DATASET =
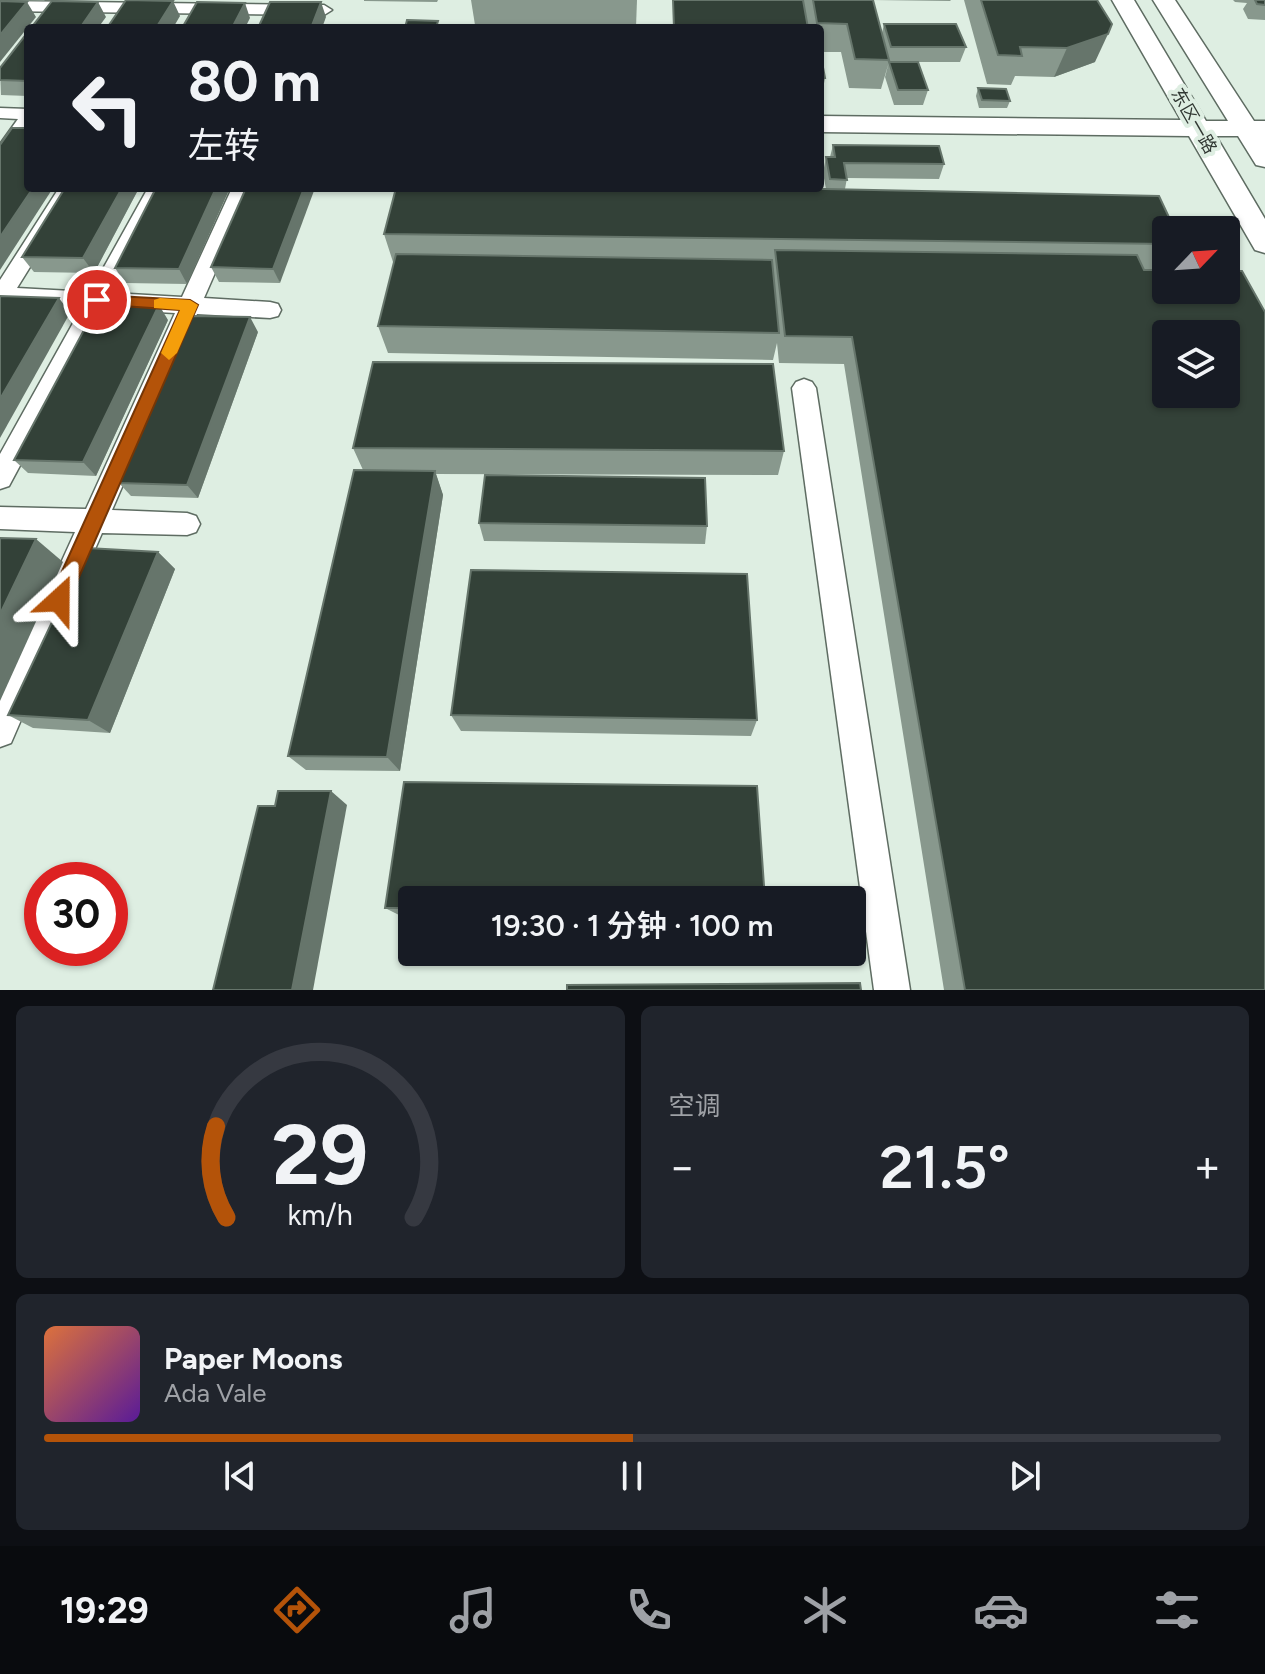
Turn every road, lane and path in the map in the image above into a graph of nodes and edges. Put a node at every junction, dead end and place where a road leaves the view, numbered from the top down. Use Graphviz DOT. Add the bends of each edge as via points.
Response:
graph roads {
  1 [pos="1123,0"];
  2 [pos="1164,0"];
  3 [pos="52,3"];
  4 [pos="123,4"];
  5 [pos="203,4"];
  6 [pos="0,6"];
  7 [pos="272,9"];
  8 [pos="324,10"];
  9 [pos="35,24"];
  10 [pos="109,24"];
  11 [pos="191,24"];
  12 [pos="265,24"];
  13 [pos="0,113"];
  14 [pos="24,116"];
  15 [pos="24,122"];
  16 [pos="824,124"];
  17 [pos="1198,128"];
  18 [pos="1255,129"];
  19 [pos="0,157"];
  20 [pos="1265,159"];
  21 [pos="66,192"];
  22 [pos="156,192"];
  23 [pos="240,192"];
  24 [pos="1265,243"];
  25 [pos="1,296"];
  26 [pos="97,300"];
  27 [pos="190,305"];
  28 [pos="270,310"];
  29 [pos="804,388"];
  30 [pos="0,478"];
  31 [pos="0,518"];
  32 [pos="94,521"];
  33 [pos="187,524"];
  34 [pos="0,732"];
  35 [pos="892,990"];
  1 -- 17 [label="main road, 东区一路"];
  2 -- 18 [label="main road, 东区一路"];
  3 -- 4 [label="street"];
  3 -- 6 [label="street"];
  3 -- 9 [label="street"];
  4 -- 5 [label="street"];
  4 -- 10 [label="street"];
  5 -- 7 [label="street"];
  5 -- 11 [label="street"];
  7 -- 8 [label="street"];
  7 -- 12 [label="street"];
  13 -- 14 [label="street"];
  15 -- 19 [label="street"];
  16 -- 17 [label="main road"];
  17 -- 18 [label="main road"];
  17 -- 24 [label="main road, 东区一路"];
  18 -- 20 [label="main road, 东区一路"];
  21 -- 25 [label="street"];
  22 -- 26 [label="street"];
  23 -- 27 [label="street"];
  25 -- 26 [label="street"];
  26 -- 27 [label="street"];
  26 -- 30 [label="street"];
  27 -- 28 [label="street"];
  27 -- 32 [label="street"];
  29 -- 35 [label="street"];
  31 -- 32 [label="street"];
  32 -- 33 [label="street"];
  32 -- 34 [label="street"];
}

TASK OBJECTIVE = In the entries above, which lines hold the word "东区一路"? Copy them out.

RESULT OF THE EXERCISE =
  1 -- 17 [label="main road, 东区一路"];
  2 -- 18 [label="main road, 东区一路"];
  17 -- 24 [label="main road, 东区一路"];
  18 -- 20 [label="main road, 东区一路"];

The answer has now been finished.